Going through the entries below, work out how many lines have the string "dead" in them. Give the number and nothing more.
#### PROVIDED RECORDS ####
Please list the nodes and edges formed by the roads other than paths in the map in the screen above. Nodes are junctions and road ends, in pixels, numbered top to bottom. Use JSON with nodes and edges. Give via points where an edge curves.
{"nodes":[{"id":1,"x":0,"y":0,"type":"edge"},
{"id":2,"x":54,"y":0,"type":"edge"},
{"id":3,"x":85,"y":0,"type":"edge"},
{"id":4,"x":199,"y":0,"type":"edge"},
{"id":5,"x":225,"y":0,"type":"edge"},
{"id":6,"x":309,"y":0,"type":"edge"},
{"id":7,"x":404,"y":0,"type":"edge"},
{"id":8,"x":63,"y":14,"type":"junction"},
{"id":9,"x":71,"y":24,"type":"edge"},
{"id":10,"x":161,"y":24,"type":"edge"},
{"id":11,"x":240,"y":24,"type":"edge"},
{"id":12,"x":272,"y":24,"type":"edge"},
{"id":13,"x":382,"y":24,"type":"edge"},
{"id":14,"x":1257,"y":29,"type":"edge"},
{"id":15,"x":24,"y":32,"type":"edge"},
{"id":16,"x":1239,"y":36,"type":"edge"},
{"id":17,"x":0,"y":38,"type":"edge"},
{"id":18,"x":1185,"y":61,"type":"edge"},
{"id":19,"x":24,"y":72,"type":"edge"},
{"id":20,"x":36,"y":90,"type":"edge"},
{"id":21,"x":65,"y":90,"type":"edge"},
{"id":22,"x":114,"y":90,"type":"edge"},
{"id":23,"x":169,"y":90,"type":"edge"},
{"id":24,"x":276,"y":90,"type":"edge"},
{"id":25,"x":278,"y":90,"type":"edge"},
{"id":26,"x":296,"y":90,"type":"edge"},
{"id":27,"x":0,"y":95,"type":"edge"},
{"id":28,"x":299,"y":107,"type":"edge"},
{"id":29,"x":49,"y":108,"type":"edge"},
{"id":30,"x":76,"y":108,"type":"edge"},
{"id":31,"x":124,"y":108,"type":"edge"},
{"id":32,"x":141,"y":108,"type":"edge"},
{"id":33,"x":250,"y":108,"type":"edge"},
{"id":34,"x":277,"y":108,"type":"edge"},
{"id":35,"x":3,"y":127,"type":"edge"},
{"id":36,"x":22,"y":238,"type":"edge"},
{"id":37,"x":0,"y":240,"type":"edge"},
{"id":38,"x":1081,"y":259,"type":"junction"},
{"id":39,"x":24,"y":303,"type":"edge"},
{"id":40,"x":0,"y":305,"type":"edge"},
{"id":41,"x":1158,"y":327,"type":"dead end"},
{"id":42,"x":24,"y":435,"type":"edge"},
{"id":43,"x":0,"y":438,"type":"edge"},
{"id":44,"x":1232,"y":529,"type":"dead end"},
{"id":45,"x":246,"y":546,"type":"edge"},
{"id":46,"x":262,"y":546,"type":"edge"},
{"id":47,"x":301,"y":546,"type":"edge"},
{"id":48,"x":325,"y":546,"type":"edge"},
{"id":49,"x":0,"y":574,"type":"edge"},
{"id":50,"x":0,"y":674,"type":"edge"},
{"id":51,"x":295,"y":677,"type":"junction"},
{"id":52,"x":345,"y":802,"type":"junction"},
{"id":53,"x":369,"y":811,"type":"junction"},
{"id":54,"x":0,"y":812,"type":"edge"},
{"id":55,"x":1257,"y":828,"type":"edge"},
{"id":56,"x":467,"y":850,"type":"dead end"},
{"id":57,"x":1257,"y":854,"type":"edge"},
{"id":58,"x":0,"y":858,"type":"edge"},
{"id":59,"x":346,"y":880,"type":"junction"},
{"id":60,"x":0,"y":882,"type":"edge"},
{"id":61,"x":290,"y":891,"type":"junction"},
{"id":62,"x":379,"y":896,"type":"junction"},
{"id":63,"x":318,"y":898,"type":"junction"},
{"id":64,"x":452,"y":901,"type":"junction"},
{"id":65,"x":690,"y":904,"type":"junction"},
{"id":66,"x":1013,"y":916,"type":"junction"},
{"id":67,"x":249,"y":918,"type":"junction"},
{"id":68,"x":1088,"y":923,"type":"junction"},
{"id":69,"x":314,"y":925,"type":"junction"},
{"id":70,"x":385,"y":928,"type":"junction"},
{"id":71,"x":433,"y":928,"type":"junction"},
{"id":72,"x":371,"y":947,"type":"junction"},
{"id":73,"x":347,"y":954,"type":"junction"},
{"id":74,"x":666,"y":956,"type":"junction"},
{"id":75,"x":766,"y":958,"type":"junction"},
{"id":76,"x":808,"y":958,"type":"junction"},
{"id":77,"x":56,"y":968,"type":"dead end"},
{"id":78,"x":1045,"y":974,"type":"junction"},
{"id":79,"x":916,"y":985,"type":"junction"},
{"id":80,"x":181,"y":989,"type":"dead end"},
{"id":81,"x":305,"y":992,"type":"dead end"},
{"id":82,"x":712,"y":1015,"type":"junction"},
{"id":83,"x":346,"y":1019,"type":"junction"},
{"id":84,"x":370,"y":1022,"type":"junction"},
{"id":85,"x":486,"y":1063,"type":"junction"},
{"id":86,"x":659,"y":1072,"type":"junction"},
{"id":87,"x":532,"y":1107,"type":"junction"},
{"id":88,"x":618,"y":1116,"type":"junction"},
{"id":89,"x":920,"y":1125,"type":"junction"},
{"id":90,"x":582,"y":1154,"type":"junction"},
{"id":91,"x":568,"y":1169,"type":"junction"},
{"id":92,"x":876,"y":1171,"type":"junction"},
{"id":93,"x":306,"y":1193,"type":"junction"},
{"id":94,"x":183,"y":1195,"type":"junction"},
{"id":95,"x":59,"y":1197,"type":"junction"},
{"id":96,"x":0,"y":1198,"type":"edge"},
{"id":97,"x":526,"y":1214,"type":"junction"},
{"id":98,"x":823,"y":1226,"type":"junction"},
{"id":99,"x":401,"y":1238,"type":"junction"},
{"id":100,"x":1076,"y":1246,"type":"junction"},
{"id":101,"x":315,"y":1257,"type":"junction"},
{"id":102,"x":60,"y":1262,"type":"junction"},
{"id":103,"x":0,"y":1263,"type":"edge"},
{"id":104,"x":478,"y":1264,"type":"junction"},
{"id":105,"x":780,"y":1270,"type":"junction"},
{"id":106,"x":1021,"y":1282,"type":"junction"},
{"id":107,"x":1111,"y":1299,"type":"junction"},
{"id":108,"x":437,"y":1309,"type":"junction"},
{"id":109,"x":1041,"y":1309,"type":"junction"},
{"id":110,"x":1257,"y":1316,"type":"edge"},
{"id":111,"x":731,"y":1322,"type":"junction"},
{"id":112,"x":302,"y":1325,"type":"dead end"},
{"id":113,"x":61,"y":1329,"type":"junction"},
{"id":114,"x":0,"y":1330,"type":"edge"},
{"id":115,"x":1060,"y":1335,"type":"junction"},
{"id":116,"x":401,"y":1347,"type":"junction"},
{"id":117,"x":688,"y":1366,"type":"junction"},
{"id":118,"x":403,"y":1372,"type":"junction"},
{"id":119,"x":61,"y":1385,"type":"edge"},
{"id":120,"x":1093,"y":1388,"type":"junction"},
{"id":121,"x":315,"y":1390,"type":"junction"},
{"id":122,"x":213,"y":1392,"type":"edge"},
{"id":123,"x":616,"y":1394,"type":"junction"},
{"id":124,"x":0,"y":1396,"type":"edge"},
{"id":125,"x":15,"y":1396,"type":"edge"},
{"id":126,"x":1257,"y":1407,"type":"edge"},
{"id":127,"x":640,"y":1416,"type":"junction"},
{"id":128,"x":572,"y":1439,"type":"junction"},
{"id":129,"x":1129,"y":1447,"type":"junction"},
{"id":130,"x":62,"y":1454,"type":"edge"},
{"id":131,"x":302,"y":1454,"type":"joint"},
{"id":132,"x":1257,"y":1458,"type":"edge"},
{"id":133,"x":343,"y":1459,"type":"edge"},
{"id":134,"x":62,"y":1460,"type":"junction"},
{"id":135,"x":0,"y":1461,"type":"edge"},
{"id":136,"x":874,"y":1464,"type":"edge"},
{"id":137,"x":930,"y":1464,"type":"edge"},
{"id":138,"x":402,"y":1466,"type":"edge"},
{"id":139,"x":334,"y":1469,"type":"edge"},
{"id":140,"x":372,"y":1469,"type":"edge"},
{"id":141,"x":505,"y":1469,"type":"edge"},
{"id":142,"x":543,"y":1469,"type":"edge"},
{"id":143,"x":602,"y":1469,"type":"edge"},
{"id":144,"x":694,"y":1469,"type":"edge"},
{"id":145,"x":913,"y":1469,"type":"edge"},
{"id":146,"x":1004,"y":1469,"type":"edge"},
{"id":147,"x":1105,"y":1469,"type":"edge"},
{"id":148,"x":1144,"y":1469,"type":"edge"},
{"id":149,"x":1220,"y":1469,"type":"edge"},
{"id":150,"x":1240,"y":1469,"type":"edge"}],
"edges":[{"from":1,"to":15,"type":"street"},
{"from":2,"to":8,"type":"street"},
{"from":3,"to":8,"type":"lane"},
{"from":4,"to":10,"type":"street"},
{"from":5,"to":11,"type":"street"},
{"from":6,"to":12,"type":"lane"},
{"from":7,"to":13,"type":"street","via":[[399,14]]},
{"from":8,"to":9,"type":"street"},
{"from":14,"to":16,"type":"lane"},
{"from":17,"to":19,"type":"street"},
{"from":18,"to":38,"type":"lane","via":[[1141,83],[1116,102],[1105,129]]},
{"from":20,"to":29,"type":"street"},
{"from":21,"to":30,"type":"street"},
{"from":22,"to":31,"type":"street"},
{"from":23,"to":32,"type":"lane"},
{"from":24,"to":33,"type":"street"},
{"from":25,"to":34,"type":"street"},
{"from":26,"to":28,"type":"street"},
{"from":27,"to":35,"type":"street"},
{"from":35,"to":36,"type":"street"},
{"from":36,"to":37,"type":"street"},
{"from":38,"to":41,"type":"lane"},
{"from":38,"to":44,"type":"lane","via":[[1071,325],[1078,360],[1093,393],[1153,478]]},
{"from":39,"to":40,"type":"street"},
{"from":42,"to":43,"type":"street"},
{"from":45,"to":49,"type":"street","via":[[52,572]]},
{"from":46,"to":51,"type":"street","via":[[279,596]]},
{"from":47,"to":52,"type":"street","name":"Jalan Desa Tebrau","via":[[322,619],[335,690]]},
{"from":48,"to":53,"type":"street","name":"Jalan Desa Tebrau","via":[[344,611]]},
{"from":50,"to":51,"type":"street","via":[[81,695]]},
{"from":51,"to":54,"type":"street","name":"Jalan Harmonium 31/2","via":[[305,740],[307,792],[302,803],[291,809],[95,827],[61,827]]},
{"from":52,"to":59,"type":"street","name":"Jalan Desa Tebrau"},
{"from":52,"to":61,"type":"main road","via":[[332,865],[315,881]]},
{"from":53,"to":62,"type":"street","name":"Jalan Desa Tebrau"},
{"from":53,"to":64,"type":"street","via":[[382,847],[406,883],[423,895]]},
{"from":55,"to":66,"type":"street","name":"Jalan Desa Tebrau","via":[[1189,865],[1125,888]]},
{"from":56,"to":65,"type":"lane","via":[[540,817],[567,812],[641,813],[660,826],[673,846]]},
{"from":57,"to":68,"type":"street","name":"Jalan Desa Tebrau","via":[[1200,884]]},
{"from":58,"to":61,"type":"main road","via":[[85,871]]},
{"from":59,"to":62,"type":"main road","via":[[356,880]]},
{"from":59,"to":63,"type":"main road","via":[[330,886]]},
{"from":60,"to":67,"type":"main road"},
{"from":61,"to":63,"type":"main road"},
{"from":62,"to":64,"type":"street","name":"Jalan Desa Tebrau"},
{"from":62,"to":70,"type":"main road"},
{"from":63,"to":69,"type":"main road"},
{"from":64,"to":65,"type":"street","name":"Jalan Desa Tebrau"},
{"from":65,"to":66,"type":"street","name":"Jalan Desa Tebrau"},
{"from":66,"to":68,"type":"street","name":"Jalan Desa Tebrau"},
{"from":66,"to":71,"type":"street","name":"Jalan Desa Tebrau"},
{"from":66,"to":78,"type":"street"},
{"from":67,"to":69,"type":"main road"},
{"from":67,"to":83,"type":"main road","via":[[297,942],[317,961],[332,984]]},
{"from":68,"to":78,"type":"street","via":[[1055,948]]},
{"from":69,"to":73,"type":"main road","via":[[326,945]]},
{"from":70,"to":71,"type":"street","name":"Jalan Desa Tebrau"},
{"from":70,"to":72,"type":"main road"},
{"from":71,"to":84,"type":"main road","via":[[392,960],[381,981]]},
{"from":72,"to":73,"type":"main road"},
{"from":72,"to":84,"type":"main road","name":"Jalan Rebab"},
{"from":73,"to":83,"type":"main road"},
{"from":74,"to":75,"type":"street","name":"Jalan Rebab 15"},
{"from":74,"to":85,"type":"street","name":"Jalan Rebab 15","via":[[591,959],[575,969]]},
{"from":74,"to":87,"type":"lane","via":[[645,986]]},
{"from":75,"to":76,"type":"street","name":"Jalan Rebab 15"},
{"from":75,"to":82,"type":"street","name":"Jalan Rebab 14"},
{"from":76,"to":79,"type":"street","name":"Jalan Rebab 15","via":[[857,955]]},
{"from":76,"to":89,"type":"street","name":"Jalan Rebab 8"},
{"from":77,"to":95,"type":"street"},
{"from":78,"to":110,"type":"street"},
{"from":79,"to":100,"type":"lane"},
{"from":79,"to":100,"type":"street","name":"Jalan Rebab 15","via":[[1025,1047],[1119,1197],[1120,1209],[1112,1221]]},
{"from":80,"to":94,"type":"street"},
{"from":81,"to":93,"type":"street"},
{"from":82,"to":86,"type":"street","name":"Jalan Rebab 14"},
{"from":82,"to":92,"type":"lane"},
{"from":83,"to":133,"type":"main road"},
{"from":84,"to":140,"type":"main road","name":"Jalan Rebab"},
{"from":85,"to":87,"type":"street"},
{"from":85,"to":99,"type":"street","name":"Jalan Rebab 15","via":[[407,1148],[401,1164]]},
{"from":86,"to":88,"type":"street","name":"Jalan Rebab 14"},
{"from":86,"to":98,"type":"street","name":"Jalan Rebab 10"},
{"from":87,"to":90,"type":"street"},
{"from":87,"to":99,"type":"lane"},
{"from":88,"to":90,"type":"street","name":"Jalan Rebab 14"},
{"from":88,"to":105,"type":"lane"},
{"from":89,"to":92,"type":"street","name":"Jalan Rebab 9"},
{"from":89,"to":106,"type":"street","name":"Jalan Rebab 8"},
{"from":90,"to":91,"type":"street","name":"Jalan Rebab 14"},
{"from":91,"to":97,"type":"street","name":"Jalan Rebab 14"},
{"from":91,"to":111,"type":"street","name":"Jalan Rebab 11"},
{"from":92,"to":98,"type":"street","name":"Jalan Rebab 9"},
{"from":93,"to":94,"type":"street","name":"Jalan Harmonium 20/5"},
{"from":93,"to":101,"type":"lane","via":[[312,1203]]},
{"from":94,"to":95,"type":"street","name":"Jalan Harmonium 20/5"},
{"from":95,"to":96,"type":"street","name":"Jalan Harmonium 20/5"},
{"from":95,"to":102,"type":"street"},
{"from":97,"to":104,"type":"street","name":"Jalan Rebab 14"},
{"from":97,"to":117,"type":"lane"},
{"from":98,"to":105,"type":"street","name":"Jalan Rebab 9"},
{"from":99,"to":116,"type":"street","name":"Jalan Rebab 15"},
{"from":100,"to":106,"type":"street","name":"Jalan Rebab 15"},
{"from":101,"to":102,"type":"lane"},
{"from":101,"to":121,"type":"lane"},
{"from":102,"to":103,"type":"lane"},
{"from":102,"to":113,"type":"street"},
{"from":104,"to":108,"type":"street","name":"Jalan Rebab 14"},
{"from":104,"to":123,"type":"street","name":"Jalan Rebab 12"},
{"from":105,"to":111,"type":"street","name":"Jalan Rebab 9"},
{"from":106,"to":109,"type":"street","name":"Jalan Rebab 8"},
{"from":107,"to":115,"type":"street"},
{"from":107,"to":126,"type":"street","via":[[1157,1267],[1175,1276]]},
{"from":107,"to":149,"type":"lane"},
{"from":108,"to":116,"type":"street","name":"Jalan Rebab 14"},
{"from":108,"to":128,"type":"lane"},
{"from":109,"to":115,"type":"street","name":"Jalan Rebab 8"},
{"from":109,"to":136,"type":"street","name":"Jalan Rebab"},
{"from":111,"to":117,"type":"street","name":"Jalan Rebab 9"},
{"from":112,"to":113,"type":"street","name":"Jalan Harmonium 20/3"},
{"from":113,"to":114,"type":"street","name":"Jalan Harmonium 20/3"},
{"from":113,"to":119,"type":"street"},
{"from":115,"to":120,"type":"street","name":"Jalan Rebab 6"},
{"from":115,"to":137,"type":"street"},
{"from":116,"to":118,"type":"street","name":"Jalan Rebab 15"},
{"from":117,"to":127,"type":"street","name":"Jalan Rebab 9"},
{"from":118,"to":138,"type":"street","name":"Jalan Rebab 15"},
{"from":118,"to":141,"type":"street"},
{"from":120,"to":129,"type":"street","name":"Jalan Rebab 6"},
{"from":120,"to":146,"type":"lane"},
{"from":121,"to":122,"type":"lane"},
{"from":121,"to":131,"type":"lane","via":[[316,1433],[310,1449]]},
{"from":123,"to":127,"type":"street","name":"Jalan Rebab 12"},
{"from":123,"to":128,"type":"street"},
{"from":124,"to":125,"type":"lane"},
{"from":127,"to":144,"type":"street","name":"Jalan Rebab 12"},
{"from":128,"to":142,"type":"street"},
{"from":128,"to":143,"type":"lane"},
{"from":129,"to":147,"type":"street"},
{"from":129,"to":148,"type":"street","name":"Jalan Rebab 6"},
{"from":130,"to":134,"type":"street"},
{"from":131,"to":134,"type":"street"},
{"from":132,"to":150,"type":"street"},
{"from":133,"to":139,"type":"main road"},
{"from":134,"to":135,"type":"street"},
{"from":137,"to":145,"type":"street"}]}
####
▶ [COMPLETED EXERCISE]:
7